Last fall was frustrating. The fishing wasn’t great (for me anyway) and it seemed increasingly harder to find some peace on the water. Combat fishing. Not my idea of fun. I took a couple of day trips, drifting the river in a pontoon, which helped and in retrospect I should have done it more. The more I fished, the more frustrated I became, and the more I yearned for winter. The peace, the quiet, the river to myself, how I wished it was February.
Winter has always been my favorite time to be on the river. But this winter only added to the frustration. Snow came early and heavy, making many access points no longer accessible. The cold wasn’t far behind and soon after the first snow, the river locked up solid. Winter steelheading had come to an abrupt stop before it had even started.
A steelheader not being able to go steelheading. Stuck indoors, dreaming of what could have been, the days couldn’t have passed any slower. Stuck in my own head it was only a matter of time before I started going through withdrawals and in turn a bit of depression.
Eventually I simply gave up. Surprising, I know, but I really did give up and when the time came that I was able to get back on the water, I had to force myself to so. Never in my life have I had to force myself to go steelheading. Not a good feeling.
I forced myself out of the warm comfort of the house and onto the frigid bank. But things didn’t get any better. The fishing, once again, wasn’t great and the cold hurt more than I remembered. The peacefulness associated with winter was stolen away by crowds of people looking for the same thing I was. The fact that I had forced myself to get out, only to end up enduring the same thing I had in previous months, was, to say the least, discouraging.
So, for good reason I’ve spent the last couple of weeks dreading my days on the water. A feeling that I am completely unfamiliar with and it’s not something I’m very fond of. To someone who has devoted countless hours to an obsession with these fish, it felt like the end. Like it was time to sell the gear and take up golf. Yep, rock bottom.
Yet I continued to don my gear, thinking things would be different each time I did. They weren’t, and the more I ran into much of the same thing, the more discouraging it became. As much as I felt like throwing in the towel, I didn’t. I mentally prepared to be let down, and made my way out, again and again. If insanity is doing the same thing over and over and expecting a different result, then I was ready for the nut house.
I battle and I fight, push and shove my way through the crowds until eventually I find a spot I can call my own, although calling it my own would be a relative term as I can almost touch the next guy with my rod. I watched the water. I watched the guy next to me. I’m not overly impressed with the water, but I hold my ground and start fishing. I don’t know who was more shocked, me or the kid downstream from me, when my float dropped and a fresh chrome hen came shooting out of the water.

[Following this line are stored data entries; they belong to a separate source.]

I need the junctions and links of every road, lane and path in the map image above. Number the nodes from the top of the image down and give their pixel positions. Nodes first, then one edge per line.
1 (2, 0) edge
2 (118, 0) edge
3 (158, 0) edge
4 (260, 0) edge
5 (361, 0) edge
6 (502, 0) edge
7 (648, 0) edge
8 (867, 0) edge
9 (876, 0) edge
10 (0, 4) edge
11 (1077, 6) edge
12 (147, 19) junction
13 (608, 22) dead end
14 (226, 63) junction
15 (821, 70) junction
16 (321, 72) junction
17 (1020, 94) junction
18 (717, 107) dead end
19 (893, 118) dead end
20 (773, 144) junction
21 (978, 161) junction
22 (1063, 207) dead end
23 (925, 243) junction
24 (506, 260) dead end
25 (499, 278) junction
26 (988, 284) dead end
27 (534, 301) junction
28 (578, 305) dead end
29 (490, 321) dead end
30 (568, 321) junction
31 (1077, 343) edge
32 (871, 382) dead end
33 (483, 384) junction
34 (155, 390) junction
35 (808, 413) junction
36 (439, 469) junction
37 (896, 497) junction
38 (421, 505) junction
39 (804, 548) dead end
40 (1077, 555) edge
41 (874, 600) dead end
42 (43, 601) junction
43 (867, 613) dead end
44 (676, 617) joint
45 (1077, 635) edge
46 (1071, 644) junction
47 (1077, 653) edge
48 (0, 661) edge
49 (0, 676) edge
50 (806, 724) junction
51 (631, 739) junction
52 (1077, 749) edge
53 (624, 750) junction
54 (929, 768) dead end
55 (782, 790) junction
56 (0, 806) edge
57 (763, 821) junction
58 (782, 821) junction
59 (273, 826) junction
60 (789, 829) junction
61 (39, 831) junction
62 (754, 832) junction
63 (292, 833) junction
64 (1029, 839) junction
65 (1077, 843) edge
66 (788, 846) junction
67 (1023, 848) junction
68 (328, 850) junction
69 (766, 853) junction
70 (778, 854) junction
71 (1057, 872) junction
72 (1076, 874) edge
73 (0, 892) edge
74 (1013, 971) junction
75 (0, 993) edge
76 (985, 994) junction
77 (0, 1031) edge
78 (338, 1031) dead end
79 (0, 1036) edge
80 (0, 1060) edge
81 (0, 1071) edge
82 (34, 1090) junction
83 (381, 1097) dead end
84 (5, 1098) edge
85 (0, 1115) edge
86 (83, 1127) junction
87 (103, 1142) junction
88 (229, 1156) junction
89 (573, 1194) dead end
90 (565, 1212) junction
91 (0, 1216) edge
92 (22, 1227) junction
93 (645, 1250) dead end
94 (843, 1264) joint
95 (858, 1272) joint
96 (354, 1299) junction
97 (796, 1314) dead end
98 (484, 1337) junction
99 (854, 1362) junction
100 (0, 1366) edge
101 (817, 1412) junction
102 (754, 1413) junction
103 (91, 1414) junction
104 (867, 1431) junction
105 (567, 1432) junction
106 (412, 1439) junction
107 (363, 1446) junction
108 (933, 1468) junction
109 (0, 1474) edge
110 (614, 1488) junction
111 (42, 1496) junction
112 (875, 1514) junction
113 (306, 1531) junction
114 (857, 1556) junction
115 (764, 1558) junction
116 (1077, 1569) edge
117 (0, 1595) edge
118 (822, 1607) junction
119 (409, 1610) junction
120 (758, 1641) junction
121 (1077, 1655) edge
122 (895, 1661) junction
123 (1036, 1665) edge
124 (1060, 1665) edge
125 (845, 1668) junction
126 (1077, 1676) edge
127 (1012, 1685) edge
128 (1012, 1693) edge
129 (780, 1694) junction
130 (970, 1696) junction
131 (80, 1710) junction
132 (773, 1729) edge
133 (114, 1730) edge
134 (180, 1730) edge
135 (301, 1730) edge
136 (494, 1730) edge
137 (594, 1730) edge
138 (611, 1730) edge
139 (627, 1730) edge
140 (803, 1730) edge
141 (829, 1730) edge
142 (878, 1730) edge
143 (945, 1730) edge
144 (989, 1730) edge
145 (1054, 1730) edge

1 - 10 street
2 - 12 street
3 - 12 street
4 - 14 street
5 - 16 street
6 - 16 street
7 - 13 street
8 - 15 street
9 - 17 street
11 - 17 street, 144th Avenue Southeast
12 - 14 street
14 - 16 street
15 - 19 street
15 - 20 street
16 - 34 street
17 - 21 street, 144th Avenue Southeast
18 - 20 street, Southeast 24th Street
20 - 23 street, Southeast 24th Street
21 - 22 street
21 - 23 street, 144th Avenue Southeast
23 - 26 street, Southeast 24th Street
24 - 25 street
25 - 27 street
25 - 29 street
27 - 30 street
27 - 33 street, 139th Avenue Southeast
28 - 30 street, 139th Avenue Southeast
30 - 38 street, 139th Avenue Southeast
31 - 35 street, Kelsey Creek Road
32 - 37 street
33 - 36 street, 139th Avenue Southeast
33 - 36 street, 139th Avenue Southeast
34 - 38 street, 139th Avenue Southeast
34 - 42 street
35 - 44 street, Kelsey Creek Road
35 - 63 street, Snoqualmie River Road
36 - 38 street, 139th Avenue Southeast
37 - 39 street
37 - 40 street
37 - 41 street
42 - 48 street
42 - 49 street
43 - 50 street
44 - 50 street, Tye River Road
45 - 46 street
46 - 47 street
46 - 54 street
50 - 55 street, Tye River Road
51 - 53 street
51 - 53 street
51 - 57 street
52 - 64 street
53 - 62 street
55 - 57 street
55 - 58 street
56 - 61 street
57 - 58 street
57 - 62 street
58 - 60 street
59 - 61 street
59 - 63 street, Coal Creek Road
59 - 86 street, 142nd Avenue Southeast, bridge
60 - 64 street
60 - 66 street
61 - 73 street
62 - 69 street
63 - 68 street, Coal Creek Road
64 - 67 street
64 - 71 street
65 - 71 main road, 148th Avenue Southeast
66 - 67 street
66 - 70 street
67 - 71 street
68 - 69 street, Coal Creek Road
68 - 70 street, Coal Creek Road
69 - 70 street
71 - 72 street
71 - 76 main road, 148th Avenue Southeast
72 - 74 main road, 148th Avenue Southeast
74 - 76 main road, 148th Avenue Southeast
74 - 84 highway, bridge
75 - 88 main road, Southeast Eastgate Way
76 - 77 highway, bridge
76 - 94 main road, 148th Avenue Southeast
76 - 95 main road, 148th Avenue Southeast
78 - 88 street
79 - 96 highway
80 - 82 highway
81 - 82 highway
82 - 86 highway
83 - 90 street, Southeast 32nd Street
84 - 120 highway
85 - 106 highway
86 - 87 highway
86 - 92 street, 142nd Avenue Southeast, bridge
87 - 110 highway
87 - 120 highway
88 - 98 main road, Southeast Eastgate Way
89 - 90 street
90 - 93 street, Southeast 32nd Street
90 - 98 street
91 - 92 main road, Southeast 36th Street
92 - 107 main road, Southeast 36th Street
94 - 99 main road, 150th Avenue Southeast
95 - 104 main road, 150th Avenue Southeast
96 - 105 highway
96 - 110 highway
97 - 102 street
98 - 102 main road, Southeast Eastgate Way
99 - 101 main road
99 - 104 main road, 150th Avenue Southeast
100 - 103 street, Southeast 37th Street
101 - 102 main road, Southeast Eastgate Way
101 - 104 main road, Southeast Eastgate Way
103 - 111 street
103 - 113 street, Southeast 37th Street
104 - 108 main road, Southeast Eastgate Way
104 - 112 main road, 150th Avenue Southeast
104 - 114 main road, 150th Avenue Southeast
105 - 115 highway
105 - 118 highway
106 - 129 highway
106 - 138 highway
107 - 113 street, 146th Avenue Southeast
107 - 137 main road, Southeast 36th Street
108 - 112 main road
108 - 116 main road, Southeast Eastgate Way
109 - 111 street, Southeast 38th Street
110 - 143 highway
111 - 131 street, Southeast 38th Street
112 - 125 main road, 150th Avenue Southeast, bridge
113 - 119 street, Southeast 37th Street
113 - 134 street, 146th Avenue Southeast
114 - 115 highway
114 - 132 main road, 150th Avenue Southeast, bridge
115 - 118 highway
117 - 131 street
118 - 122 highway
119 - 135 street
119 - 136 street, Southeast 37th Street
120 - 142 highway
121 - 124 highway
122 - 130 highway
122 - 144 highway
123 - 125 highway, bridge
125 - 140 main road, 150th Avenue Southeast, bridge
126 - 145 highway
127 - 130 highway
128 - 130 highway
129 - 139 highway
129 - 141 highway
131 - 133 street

Then it happened again. And then again. I almost couldn’t believe it. For the first time in months I was catching fish. The next few days continued in similar fashion. Lot’s of people, little space to fish, but fish to be had. What had recently plagued me no longer mattered. My long drought was over and suddenly the crowds around me were irrelevant; the last few months were irrelevant. My faith had been restored in the wonderful thing I call steelheading.
As the days go by this spring, the crowds have begun to thin out and I’m finding a lot more water I can call my own. Some days I get into fish, some days I don’t, but the frustration and aggravation has disappeared, leaving me in the mental state that make steelheading so great. Fish or no fish, being able to take in the simple things and enjoy the moment is what it’s all about.